The recommendation is aimed at preventing distracted-driving crashes, agency officials say.

“Too many people are texting, talking and driving at the same time,” NTSB chairman Deborah Hersman said at a hearing Tuesday in Washington, D.C., Bloomberg reports. “It’s time to put a stop to distraction. No call, no text, no update is worth a human life.”

The NTSB recommends safety improvements for U.S. agencies, but can’t implement those improvements by itself. The agency, for example, has been recommending collision warning systems on cars since the mid-1990s.
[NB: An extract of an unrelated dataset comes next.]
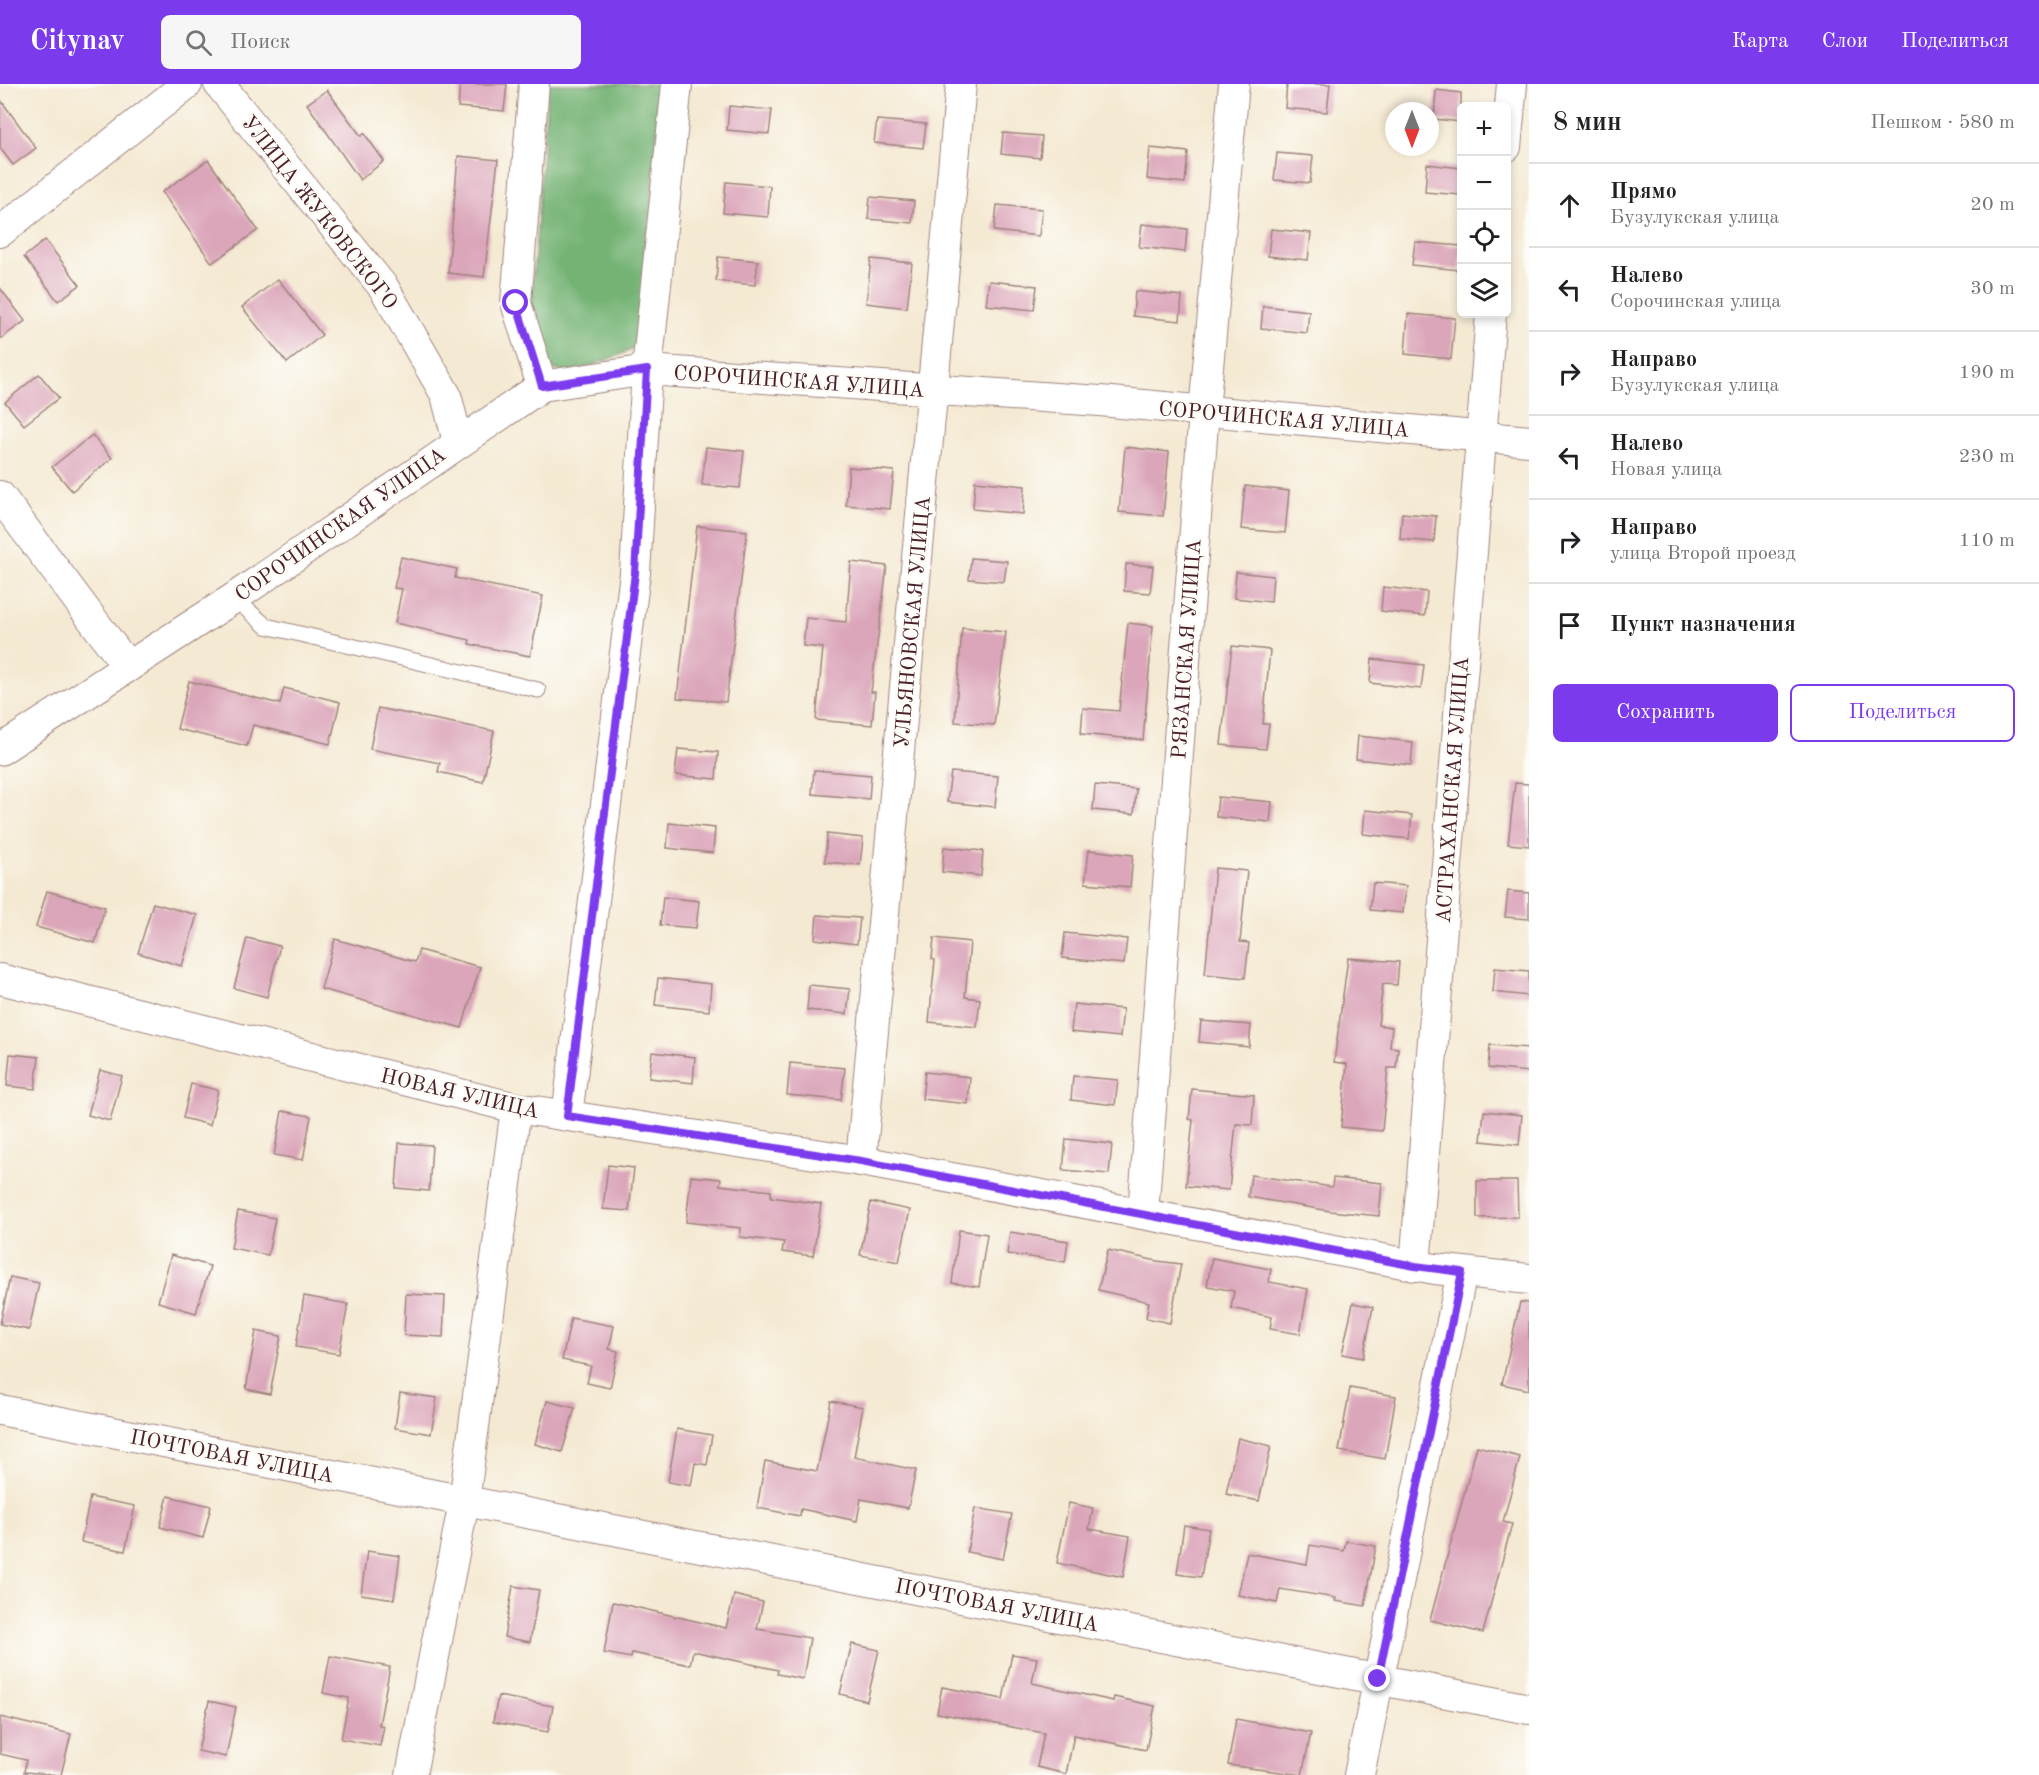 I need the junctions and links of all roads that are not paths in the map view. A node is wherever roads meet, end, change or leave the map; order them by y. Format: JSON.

The agency’s recommendation would have to be adopted separately by each state, since the states have the authority to regulate driver behavior. States should adopt electronic-device bans, then back up those laws with aggressive enforcement in the same way they have with drunken driving and seat-belt use, Hersman said.

The safety board strengthened its anti-phone stance after completing an investigation into an August 2010 crash in Gray Summit, Mo., that killed two people and injured 38 others. The 19-year-old driver who caused that crash—and died in it—had sent or received 11 text messages in the minutes before plowing into the back of a tractor-trailer. Two school buses then collided into the crashed vehicles.

Safety regulators have been debating how much to regulate drivers’ cellphone use for the past decade. And state and local laws are all over the map. Missouri, for instance, prohibits texting while driving but only for people under the age of 21.